Human pose keypoint data —
>>

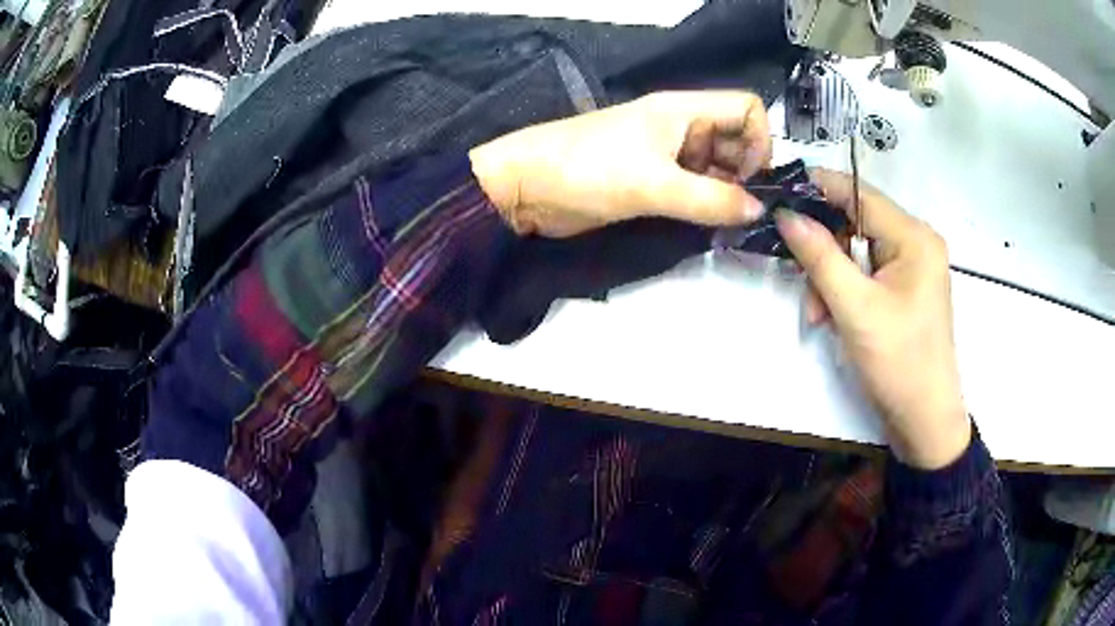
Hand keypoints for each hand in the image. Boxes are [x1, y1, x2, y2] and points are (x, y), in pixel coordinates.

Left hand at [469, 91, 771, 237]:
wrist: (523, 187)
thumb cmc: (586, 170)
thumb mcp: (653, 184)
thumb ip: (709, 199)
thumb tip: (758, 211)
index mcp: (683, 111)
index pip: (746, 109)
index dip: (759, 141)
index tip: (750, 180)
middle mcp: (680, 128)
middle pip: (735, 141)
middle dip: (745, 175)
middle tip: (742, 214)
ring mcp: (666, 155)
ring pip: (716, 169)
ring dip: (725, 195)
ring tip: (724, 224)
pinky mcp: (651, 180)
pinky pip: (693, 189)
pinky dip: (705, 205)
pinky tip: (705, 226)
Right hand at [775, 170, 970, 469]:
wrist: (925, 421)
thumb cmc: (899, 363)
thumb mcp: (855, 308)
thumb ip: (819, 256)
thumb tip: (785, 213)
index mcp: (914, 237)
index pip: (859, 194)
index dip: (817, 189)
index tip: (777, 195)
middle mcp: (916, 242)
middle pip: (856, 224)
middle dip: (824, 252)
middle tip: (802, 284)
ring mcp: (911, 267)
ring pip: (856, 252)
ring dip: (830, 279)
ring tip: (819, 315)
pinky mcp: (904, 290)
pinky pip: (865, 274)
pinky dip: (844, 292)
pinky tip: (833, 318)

<<
>>

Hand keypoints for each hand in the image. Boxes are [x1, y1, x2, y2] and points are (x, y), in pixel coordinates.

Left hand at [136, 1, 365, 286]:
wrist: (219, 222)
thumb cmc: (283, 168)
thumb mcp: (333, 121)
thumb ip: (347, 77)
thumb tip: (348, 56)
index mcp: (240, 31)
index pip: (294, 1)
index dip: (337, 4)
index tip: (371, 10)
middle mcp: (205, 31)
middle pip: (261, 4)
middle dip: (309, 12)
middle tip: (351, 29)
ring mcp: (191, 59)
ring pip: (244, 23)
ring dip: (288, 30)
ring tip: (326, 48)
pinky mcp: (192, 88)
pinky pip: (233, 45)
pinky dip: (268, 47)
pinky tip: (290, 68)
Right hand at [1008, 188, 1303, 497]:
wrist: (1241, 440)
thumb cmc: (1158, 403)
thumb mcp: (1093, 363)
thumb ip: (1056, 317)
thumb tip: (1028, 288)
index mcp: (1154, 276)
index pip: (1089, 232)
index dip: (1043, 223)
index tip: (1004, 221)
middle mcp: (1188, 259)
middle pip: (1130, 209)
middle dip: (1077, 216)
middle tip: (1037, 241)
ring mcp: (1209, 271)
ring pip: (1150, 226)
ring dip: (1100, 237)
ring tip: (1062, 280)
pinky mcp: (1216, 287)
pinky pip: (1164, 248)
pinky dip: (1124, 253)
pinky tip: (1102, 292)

<<

Task details —
Please give an exact copy of the lines above, beginning with the line containing "ring dip: (288, 30)" and running through the line containing "pinky tip: (1102, 292)", and of no other lines.

Problem solution —
ring dip: (288, 30)
ring tip: (326, 48)
pinky mcp: (192, 88)
pinky pip: (233, 45)
pinky dip: (268, 47)
pinky tip: (290, 68)
Right hand at [1008, 188, 1303, 497]:
wrist: (1241, 440)
thumb cmc: (1158, 403)
thumb mcp: (1093, 363)
thumb ip: (1056, 317)
thumb tip: (1028, 288)
index mcp: (1154, 276)
index pip: (1089, 232)
index dip: (1043, 223)
index tip: (1004, 221)
middle mcp: (1188, 259)
middle pip: (1130, 209)
middle dip: (1077, 216)
middle tip: (1037, 241)
ring mcp: (1209, 271)
ring pip: (1150, 226)
ring dip: (1100, 237)
ring tip: (1062, 280)
pinky mcp: (1216, 287)
pinky pip: (1164, 248)
pinky dip: (1124, 253)
pinky tip: (1102, 292)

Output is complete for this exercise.